[To do]
List each line of the data that holds the string "roads".

[Material for this exercise]
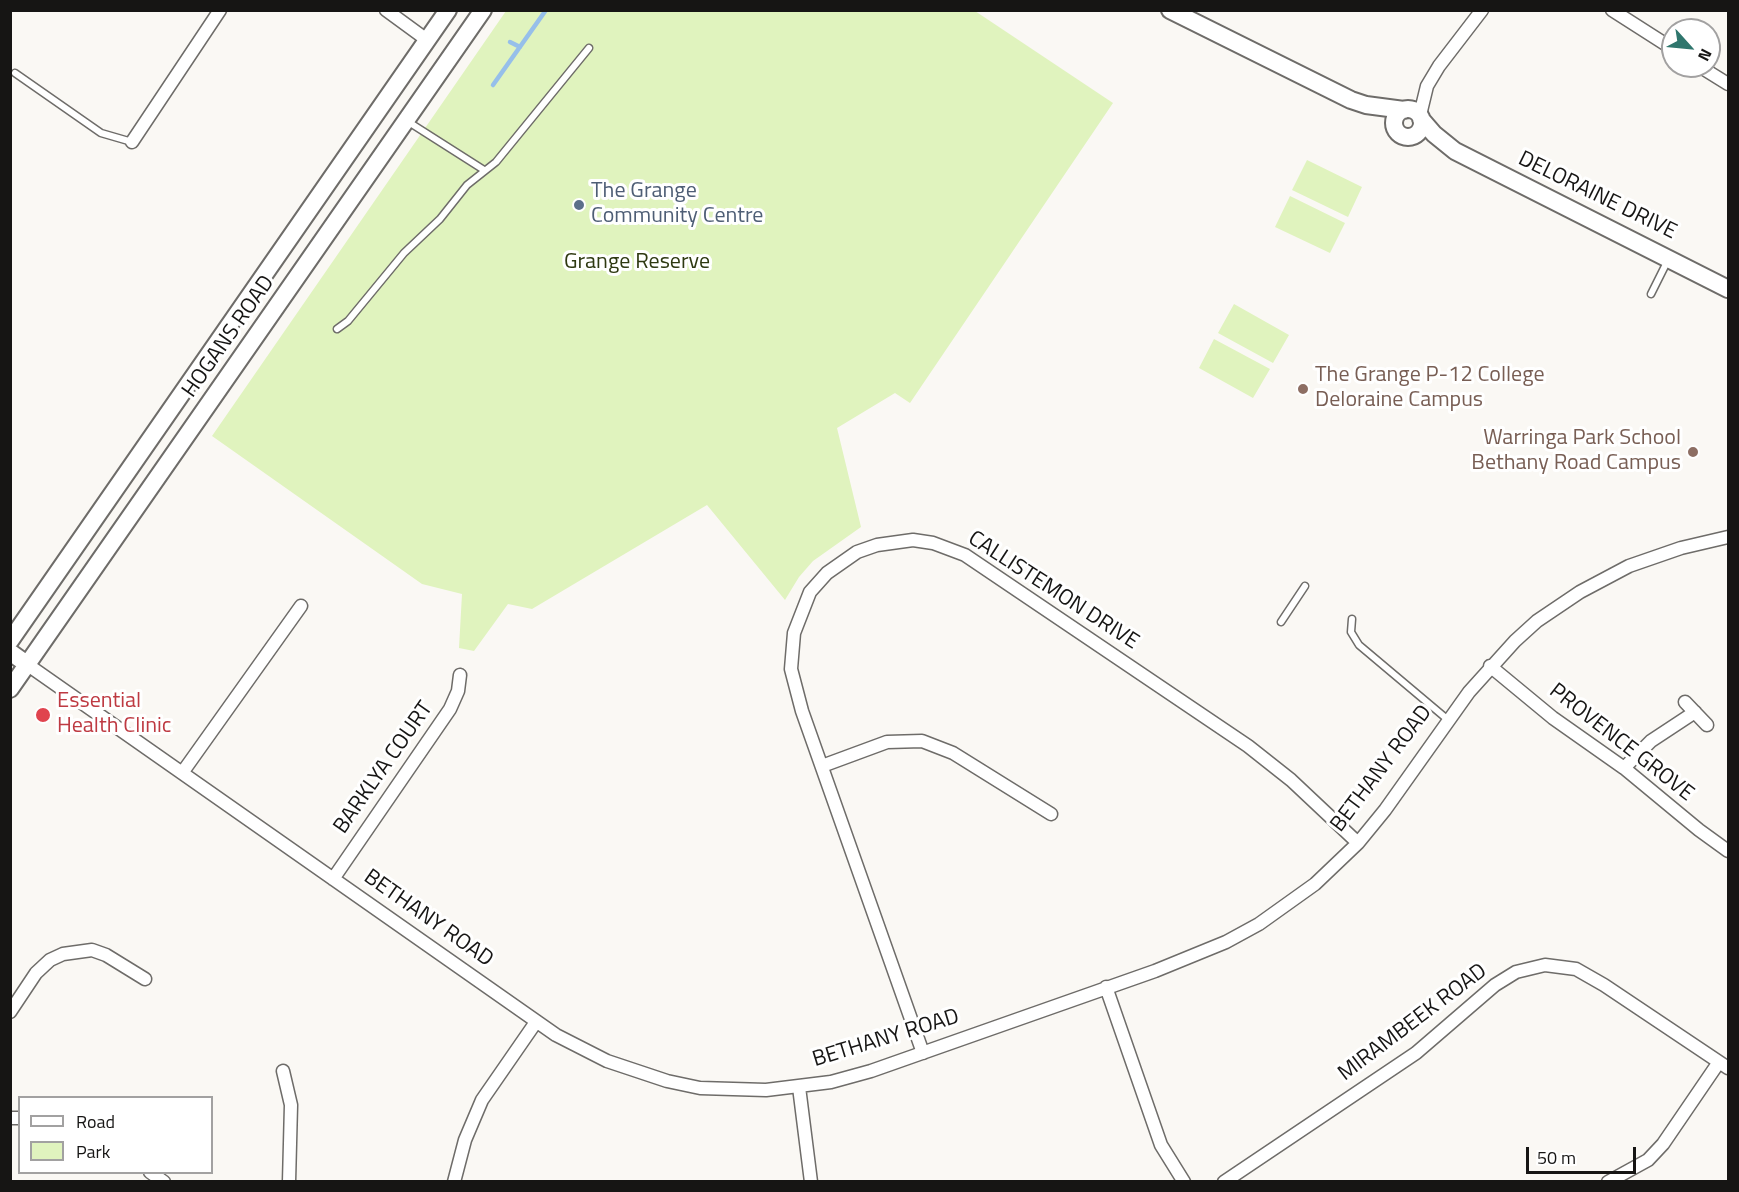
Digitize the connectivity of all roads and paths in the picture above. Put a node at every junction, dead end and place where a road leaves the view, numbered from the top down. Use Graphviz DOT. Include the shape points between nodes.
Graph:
graph roads {
  1 [pos="220,10"];
  2 [pos="386,10"];
  3 [pos="448,10"];
  4 [pos="483,10"];
  5 [pos="1170,10"];
  6 [pos="1482,10"];
  7 [pos="1612,10"];
  8 [pos="427,40"];
  9 [pos="1661,41"];
  10 [pos="590,48"];
  11 [pos="450,58"];
  12 [pos="15,73"];
  13 [pos="1366,105"];
  14 [pos="382,106"];
  15 [pos="1413,113"];
  16 [pos="407,121"];
  17 [pos="1395,128"];
  18 [pos="1415,135"];
  19 [pos="132,142"];
  20 [pos="1445,144"];
  21 [pos="484,170"];
  22 [pos="1670,257"];
  23 [pos="1728,289"];
  24 [pos="1651,294"];
  25 [pos="337,329"];
  26 [pos="1728,537"];
  27 [pos="1305,586"];
  28 [pos="301,606"];
  29 [pos="1352,619"];
  30 [pos="1281,622"];
  31 [pos="10,641"];
  32 [pos="10,652"];
  33 [pos="28,665"];
  34 [pos="1490,666"];
  35 [pos="460,675"];
  36 [pos="10,690"];
  37 [pos="1685,702"];
  38 [pos="1695,712"];
  39 [pos="1448,719"];
  40 [pos="1707,724"];
  41 [pos="822,766"];
  42 [pos="1624,768"];
  43 [pos="182,773"];
  44 [pos="1051,814"];
  45 [pos="1358,843"];
  46 [pos="1728,851"];
  47 [pos="333,879"];
  48 [pos="145,979"];
  49 [pos="1106,987"];
  50 [pos="10,1012"];
  51 [pos="536,1022"];
  52 [pos="922,1053"];
  53 [pos="1724,1065"];
  54 [pos="283,1071"];
  55 [pos="800,1087"];
  56 [pos="289,1182"];
  57 [pos="454,1182"];
  58 [pos="811,1182"];
  59 [pos="1184,1182"];
  60 [pos="1224,1182"];
  61 [pos="1608,1182"];
  1 -- 19 [label="street"];
  2 -- 8 [label="street"];
  3 -- 8 [label="street, HOGANS ROAD"];
  4 -- 11 [label="street, HOGANS ROAD"];
  5 -- 13 [label="street"];
  6 -- 15 [label="street" via="1439,66"];
  7 -- 9 [label="street"];
  8 -- 11 [label="street"];
  8 -- 14 [label="street, HOGANS ROAD"];
  10 -- 21 [label="lane" via="496,162"];
  11 -- 16 [label="street, HOGANS ROAD"];
  12 -- 19 [label="lane" via="101,133"];
  13 -- 15 [label="street"];
  13 -- 17 [label="street"];
  14 -- 16 [label="street"];
  14 -- 31 [label="street, HOGANS ROAD"];
  15 -- 17 [label="street" via="1396,117"];
  15 -- 18 [label="street" via="1421,128"];
  15 -- 20 [label="street, DELORAINE DRIVE"];
  16 -- 21 [label="lane"];
  16 -- 33 [label="street, HOGANS ROAD"];
  17 -- 18 [label="street" via="1406,136"];
  18 -- 20 [label="street, DELORAINE DRIVE"];
  20 -- 22 [label="street, DELORAINE DRIVE"];
  21 -- 25 [label="lane"];
  22 -- 23 [label="street, DELORAINE DRIVE"];
  22 -- 24 [label="lane"];
  26 -- 34 [label="street, BETHANY ROAD" via="1656,556 1604,578 1537,621"];
  27 -- 30 [label="lane"];
  28 -- 43 [label="street"];
  29 -- 39 [label="lane" via="1351,632 1359,645"];
  32 -- 33 [label="street, BETHANY ROAD"];
  33 -- 36 [label="street, HOGANS ROAD"];
  33 -- 43 [label="street, BETHANY ROAD"];
  34 -- 39 [label="street, BETHANY ROAD"];
  34 -- 42 [label="street, PROVENCE GROVE" via="1553,718"];
  35 -- 47 [label="street, BARKLYA COURT" via="450,709"];
  37 -- 38 [label="street"];
  38 -- 40 [label="street"];
  38 -- 42 [label="street" via="1651,741"];
  39 -- 45 [label="street, BETHANY ROAD"];
  41 -- 44 [label="street" via="878,745 922,741 953,753"];
  41 -- 45 [label="street, CALLISTEMON DRIVE" via="791,669 794,633 804,604 827,573 857,552 896,541 933,543 965,555 1248,746"];
  41 -- 52 [label="street, CALLISTEMON DRIVE"];
  42 -- 46 [label="street, PROVENCE GROVE"];
  43 -- 47 [label="street, BETHANY ROAD"];
  45 -- 49 [label="street, BETHANY ROAD" via="1315,884 1259,924 1197,955"];
  47 -- 51 [label="street, BETHANY ROAD"];
  48 -- 50 [label="street" via="92,950 63,954 36,973"];
  49 -- 52 [label="street, BETHANY ROAD"];
  49 -- 59 [label="street" via="1161,1145"];
  51 -- 55 [label="street, BETHANY ROAD" via="607,1061 667,1082 734,1090"];
  51 -- 57 [label="street" via="482,1100 465,1140"];
  52 -- 55 [label="street, BETHANY ROAD" via="851,1077"];
  53 -- 60 [label="street, MIRAMBEEK ROAD" via="1576,969 1545,966 1516,972 1495,985 1416,1053"];
  53 -- 61 [label="street" via="1648,1160"];
  54 -- 56 [label="street" via="291,1105"];
  55 -- 58 [label="street"];
}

[Exercise output]
Digitize the connectivity of all roads and paths in the picture above. Put a node at every junction, dead end and place where a road leaves the view, numbered from the top down. Use Graphviz DOT. Include the shape points between nodes.
graph roads {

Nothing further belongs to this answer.